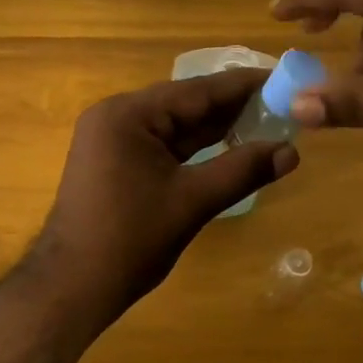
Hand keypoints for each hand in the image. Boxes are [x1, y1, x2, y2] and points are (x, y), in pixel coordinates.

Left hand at [27, 70, 300, 319]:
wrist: (72, 287)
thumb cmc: (130, 240)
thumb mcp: (191, 201)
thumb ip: (241, 171)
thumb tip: (291, 151)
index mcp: (128, 114)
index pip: (196, 90)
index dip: (241, 85)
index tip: (280, 75)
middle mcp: (117, 116)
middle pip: (184, 104)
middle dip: (231, 106)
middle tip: (281, 101)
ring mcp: (112, 139)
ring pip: (174, 125)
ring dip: (215, 127)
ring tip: (265, 119)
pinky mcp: (115, 162)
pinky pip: (162, 144)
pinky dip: (193, 147)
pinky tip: (228, 145)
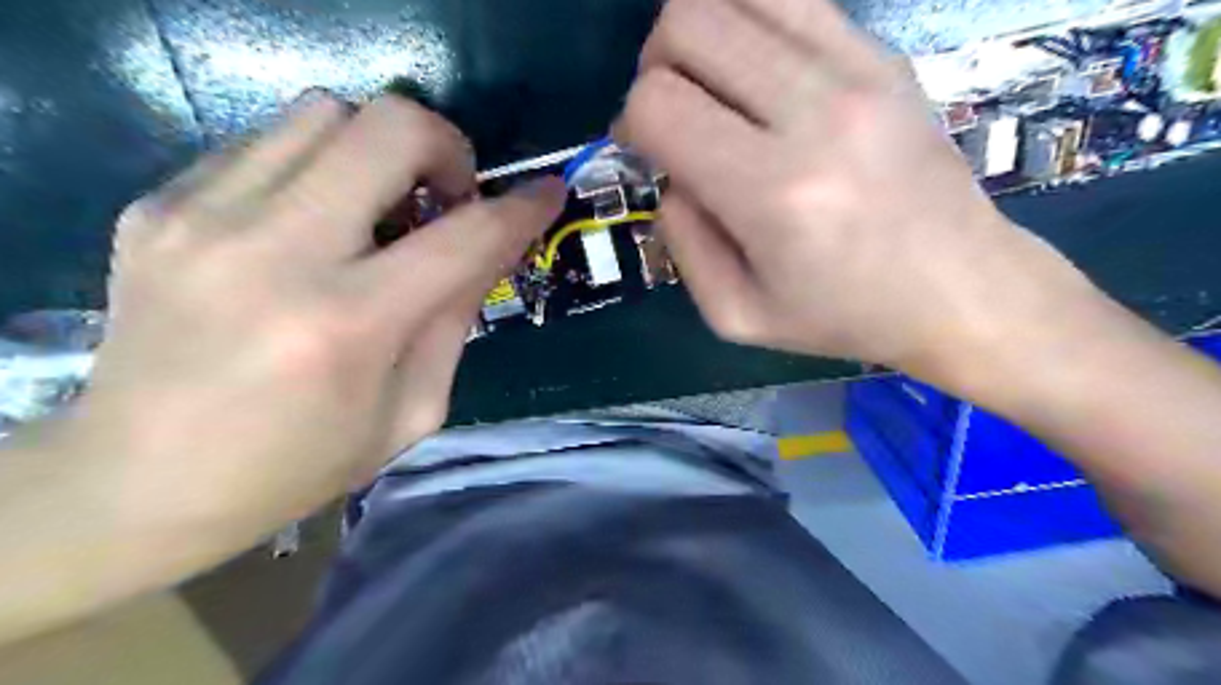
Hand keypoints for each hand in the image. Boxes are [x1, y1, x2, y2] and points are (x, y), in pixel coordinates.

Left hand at [77, 91, 563, 530]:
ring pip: (326, 112)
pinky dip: (318, 168)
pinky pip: (269, 143)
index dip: (522, 207)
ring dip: (379, 150)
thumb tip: (487, 245)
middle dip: (446, 147)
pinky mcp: (159, 204)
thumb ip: (455, 319)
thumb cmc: (298, 464)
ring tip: (382, 207)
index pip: (465, 236)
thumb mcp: (411, 411)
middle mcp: (275, 252)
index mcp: (348, 325)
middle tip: (447, 196)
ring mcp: (203, 216)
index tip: (547, 192)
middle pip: (389, 126)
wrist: (135, 482)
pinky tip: (315, 223)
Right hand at [617, 1, 1103, 384]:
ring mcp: (858, 71)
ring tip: (710, 85)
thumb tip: (670, 174)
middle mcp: (815, 113)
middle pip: (688, 24)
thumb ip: (682, 242)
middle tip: (672, 113)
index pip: (658, 105)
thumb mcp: (737, 315)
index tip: (645, 153)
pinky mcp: (884, 55)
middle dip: (655, 67)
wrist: (960, 289)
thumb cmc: (843, 315)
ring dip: (699, 34)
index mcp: (773, 193)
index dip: (630, 123)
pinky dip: (750, 22)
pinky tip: (755, 72)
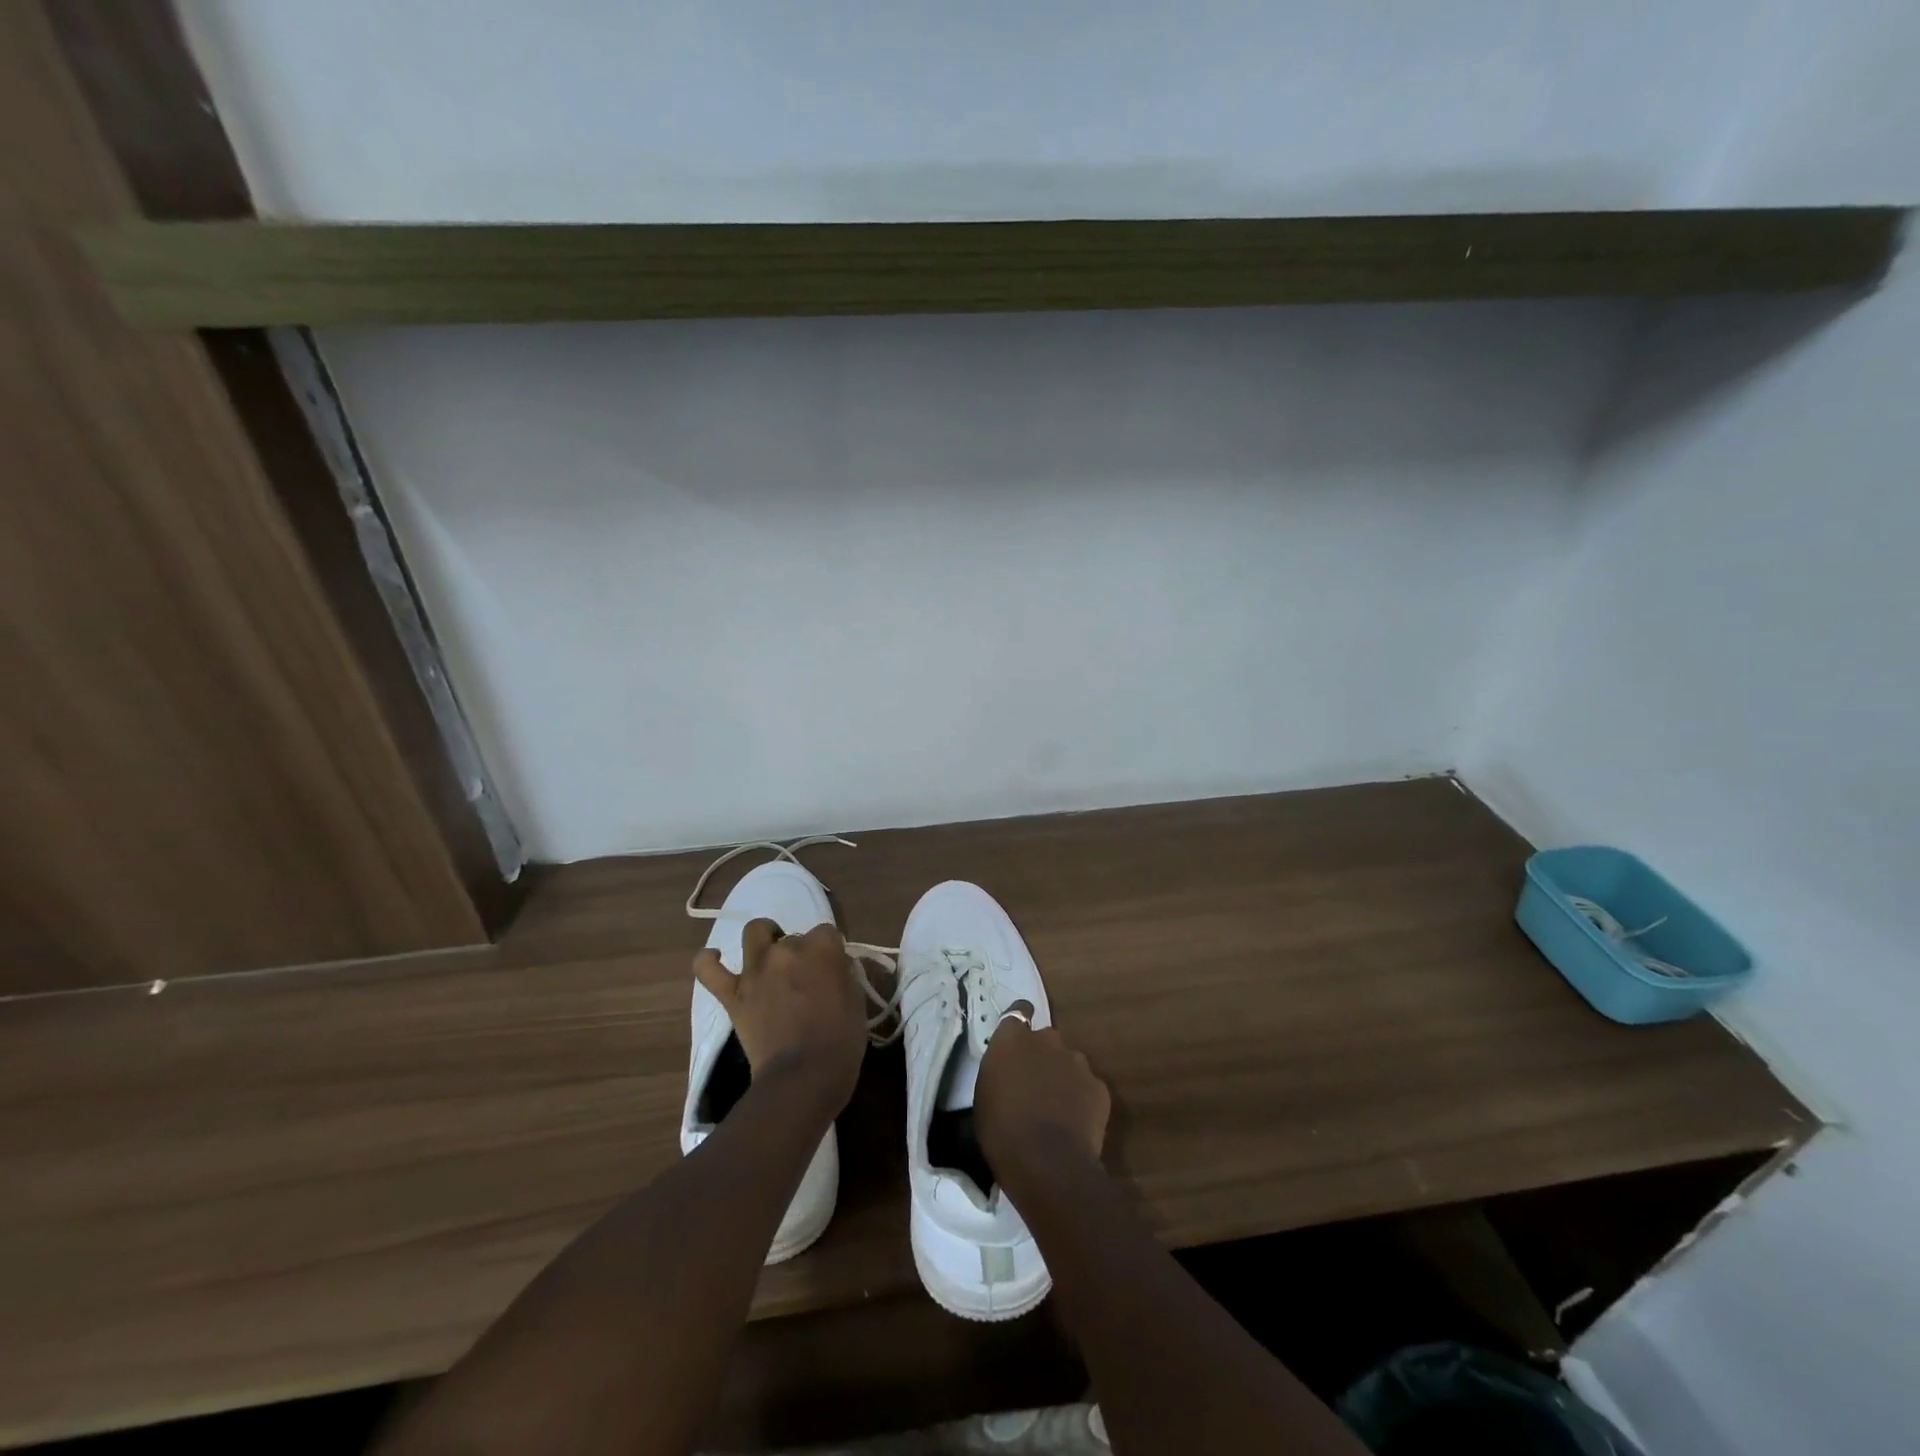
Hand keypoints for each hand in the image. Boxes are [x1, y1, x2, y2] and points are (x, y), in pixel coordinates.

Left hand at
········
» **Your assignment**
Each line above starting at the one holding "index pip: (196, 90)" and ending at the one holding "thumb ip: (455, 319)" should be set down exactly as it stands, both ends included, with no pictures.

» **Response to this exercise**
index pip: (196, 90)
index dip: (241, 85)
index tip: (280, 75)
middle mcp: (117, 116)
middle pip: (184, 104)
middle dip: (231, 106)
middle tip: (281, 101)
ring mcp: (112, 139)
ring pip: (174, 125)
ring dip: (215, 127)
ring tip: (265, 119)
pinky mcp: (115, 162)
pinky pip: (162, 144)
pinky dip: (193, 147)
pinky tip: (228, 145)
Hand keypoints for each hand in the image. Boxes are [x1, y1, x2, y2] and points are (x, y), in pixel coordinates.

Left hand at [77, 91, 563, 530]:
ring pip: (326, 112)
pinky dip: (318, 168)
pinky pip: (269, 143)
index dip: (522, 207)
ring dip: (379, 150)
thumb tip: (487, 245)
middle dip: (446, 147)
pinky mcp: (159, 204)
thumb ip: (455, 319)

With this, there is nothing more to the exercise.